Earlier that evening, Kumar pitched Trump to the audience, arguing that conservative values were Hindu values—free enterprise, libertarian small government, fiscal discipline, family values, and a strong foreign policy.

“I am proud to be a Hindu. I will repeat it again. I am proud to be a Hindu. I am proud to be a Hindu American,” he said. The crowd erupted. “We are the culture that gave the number zero to the world, we gave decimal point to the world, we gave astronomy to the world, we gave surgery to the world.”

In his speeches, Kumar spoke with an air of solemnity, as if he were standing on the pinnacle of self-made success. He liked to tell his story with a narrative arc: he was born in a lower middle-class family of freedom fighters; at the age of twenty, he moved to the United States to study electronics engineering; six years later, he founded the AVG Group, a electronics manufacturing firm, where he amassed his fortune.

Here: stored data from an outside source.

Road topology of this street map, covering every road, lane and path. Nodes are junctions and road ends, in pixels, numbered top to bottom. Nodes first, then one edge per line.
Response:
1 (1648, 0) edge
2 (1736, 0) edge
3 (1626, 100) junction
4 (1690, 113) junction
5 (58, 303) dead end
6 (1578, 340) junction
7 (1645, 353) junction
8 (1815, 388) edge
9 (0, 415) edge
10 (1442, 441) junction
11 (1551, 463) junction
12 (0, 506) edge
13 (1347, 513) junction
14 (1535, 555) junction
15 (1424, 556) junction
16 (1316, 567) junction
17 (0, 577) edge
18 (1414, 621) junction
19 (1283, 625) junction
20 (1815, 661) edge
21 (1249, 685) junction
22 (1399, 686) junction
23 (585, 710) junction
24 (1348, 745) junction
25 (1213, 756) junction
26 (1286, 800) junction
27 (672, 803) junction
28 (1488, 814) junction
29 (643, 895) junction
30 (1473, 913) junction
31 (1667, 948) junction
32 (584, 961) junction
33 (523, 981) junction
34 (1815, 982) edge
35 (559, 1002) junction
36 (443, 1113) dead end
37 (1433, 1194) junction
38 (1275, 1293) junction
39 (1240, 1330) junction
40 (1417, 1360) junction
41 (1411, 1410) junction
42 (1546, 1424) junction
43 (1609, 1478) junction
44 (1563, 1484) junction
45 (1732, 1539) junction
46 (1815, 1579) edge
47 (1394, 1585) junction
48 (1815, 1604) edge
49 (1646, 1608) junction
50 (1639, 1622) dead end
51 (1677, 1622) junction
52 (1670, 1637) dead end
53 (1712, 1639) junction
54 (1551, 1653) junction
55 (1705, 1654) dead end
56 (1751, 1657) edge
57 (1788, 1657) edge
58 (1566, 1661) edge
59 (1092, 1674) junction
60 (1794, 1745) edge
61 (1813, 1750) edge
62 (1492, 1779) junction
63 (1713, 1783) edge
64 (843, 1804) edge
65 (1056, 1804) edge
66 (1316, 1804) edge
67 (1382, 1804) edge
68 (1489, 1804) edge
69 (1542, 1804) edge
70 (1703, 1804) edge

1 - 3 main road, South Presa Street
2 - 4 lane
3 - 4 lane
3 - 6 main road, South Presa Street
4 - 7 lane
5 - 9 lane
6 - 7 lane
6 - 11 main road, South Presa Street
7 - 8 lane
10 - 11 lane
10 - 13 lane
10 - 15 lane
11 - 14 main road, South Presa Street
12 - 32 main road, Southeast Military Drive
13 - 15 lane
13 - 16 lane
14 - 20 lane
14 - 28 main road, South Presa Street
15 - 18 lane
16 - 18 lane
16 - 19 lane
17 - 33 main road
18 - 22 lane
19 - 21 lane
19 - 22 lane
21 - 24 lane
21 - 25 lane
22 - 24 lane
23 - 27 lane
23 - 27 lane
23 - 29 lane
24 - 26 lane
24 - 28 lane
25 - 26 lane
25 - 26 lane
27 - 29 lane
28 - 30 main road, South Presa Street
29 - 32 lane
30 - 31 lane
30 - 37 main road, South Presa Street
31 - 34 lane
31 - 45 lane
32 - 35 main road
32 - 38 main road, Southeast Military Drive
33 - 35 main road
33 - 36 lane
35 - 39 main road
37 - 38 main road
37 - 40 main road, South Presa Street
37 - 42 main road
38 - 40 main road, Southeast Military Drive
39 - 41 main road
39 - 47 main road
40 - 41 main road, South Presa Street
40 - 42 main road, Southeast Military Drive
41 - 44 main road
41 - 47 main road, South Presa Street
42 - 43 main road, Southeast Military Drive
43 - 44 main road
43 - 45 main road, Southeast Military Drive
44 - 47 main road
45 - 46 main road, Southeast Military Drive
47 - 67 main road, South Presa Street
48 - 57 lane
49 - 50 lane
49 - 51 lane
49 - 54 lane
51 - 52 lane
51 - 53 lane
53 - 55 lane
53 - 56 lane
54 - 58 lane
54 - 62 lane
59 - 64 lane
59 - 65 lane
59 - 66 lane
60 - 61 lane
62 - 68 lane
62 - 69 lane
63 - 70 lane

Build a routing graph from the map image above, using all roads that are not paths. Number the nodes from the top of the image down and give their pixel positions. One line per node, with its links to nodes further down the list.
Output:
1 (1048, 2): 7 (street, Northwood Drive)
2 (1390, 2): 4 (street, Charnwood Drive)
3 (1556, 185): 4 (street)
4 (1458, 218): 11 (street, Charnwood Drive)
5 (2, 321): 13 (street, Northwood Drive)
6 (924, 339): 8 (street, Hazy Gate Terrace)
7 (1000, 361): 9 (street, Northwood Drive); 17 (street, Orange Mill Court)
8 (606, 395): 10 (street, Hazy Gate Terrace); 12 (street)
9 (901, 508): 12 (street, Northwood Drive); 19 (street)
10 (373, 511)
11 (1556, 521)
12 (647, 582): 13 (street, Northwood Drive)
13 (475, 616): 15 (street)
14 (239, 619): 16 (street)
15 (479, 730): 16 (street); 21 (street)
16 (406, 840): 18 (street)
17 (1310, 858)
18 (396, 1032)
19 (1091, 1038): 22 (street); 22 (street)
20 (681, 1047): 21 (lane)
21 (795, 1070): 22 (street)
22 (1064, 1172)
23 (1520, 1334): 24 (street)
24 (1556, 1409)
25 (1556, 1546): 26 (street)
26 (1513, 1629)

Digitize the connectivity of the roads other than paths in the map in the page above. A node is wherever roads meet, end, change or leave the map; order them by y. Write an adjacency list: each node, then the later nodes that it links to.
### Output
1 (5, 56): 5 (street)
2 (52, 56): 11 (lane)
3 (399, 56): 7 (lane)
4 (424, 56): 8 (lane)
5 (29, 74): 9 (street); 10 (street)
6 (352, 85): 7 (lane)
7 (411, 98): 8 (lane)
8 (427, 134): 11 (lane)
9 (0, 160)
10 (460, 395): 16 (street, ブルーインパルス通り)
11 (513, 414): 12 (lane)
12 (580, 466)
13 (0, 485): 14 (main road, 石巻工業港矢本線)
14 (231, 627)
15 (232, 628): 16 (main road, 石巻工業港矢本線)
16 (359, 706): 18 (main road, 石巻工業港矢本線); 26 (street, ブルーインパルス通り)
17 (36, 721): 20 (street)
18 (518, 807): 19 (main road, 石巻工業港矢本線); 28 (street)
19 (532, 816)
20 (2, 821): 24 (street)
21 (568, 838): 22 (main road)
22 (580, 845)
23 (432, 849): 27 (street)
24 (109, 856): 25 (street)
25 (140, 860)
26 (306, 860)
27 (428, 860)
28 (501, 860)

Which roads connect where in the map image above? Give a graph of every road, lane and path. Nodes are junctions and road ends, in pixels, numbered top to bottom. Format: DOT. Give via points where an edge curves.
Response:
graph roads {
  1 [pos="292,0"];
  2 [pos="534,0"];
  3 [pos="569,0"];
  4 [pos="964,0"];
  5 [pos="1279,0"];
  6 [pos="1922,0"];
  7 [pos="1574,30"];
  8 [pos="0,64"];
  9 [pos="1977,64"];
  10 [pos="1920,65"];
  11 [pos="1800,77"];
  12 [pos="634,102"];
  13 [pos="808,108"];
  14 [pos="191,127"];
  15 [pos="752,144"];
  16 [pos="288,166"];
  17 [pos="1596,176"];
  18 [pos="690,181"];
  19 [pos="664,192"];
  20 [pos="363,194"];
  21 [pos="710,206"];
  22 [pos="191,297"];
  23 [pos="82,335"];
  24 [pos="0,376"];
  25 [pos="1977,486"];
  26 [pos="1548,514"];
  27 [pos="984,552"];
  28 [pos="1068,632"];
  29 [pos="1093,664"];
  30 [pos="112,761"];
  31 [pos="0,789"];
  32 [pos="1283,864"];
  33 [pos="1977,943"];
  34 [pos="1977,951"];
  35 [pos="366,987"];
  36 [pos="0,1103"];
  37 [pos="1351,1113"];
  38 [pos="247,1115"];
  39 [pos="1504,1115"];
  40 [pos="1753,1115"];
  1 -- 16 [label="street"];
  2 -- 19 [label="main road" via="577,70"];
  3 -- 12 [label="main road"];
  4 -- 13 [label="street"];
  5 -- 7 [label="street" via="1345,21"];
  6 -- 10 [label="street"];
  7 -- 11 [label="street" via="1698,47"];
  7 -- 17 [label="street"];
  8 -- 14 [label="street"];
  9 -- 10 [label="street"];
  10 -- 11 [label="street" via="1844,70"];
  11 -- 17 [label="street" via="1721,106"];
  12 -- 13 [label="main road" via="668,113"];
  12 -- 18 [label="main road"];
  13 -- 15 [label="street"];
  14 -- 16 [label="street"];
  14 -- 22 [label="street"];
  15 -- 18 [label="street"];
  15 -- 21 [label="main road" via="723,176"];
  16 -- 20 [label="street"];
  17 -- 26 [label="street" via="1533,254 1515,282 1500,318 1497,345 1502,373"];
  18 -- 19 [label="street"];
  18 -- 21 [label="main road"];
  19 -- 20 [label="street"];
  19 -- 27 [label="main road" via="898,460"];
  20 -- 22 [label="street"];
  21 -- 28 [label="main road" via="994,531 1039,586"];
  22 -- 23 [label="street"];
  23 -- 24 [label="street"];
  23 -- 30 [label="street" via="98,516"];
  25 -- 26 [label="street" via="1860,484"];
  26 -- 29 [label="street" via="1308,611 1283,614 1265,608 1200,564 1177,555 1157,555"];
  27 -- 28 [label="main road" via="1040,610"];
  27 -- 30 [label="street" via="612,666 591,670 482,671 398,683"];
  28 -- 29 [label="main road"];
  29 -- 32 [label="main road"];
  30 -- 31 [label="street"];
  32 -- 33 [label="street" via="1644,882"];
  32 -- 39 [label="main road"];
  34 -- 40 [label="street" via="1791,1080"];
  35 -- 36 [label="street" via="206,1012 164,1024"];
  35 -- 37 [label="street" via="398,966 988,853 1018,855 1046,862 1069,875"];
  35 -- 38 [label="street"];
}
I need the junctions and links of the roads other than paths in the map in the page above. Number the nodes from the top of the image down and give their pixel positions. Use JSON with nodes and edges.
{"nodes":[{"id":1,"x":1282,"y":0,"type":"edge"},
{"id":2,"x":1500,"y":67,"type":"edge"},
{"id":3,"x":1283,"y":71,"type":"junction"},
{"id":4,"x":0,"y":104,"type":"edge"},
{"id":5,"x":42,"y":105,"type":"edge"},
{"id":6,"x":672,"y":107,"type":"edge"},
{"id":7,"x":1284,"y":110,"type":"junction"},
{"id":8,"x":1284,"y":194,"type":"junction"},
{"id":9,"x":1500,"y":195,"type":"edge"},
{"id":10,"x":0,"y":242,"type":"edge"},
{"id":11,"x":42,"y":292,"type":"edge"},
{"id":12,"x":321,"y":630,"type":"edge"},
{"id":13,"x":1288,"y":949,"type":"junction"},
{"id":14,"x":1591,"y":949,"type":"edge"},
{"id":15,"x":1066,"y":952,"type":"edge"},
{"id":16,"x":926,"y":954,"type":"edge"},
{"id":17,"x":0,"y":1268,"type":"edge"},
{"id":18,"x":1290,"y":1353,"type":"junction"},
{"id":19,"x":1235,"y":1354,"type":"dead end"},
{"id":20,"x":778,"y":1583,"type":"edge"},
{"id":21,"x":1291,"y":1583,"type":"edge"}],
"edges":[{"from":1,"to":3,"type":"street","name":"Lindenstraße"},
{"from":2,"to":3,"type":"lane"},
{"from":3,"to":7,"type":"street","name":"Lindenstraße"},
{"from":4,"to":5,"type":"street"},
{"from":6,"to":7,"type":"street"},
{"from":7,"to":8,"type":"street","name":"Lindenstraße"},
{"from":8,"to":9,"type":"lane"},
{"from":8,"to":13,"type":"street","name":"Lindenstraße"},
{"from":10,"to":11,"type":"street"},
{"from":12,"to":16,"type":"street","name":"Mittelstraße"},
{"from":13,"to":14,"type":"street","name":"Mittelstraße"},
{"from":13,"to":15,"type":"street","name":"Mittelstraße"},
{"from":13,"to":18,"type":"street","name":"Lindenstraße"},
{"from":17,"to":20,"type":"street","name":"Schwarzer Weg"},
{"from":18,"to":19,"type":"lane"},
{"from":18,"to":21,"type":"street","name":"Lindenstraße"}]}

“Folks, let me tell you, I also was a Democrat once,” he said at the concert. “I grew up admiring J.F.K. His pictures used to be plastered all over town as the most handsome president of the United States ever. But then after a chance meeting with candidate governor Ronald Reagan, in 1979, my life changed. He convinced me that my values were conservative, and I became, perhaps, the first Republican Indian American in the country.”

Back at Trump Tower, he told me that this had been a pivotal part of his speeches to Indian American voters. His own story of switching over to the Republican Party, he imagined, could make him relatable to an audience that was known to identify primarily with the Democratic Party. Roughly sixty-one percent of Hindu Americans and sixty-five percent of Indian Americans leaned left, according to studies by Pew. Kumar said this is due to an “information gap.” He argued that the Obama administration had used tax dollars from Hindu Americans to arm Pakistan with nuclear-capable weapons, which would likely be aimed at India. “Unless you are going to throw away your brain, then only you could be a Democrat and a supporter of Hillary.”

Kumar said his elder daughter, who lives in Boston, plans to vote for Clinton. “We have a lot of discussion on that,” he said. “I would have gone to her and spent a day with all these arguments I have. But I said to myself—it really doesn’t matter anyway, we are in a deep blue state.”

After the last presidential debate, Kumar based himself in Florida, a swing state where the Indian American population grew by eighty percent between 2000 and 2010, according to census data. Part of Kumar’s strategy was about optics—getting Eric Trump to visit a Hindu temple there, for instance. And part of it was about generating paranoia. Last week, Kumar approved an advert that accused Clinton of sanctioning military aid to Pakistan and blocking the Indian Prime Minister Narendra Modi’s visa to the United States. A doomsday voiceover stated that Huma Abedin, Clinton’s aide, was of Pakistani origin, and that if Clinton came to power, she would become chief of staff.

“People are already paying attention to Hindu Americans. In fact, Hillary came to the table a little late,” he said. “If this election comes down to a few thousand votes, then it definitely will be credited to the Hindu vote.” He went on to describe his plans to create a city named after Ronald Reagan in south India.

At one point in our conversation, a stranger sauntered to our table in the basement cafeteria. He was taking a break from calling voters in swing states on behalf of the Trump campaign.

“Are you Mr. Kumar?” the man asked, holding a poster that said ‘Drain the Swamp.’

“Yes,” Kumar smiled.

“I saw you on TV.”

“Good! Thank you. Which television?”

“I can only watch Fox.”

“Alright, very good, thanks for stopping by,” Kumar said, waving and grinning. “I’m developing fans.”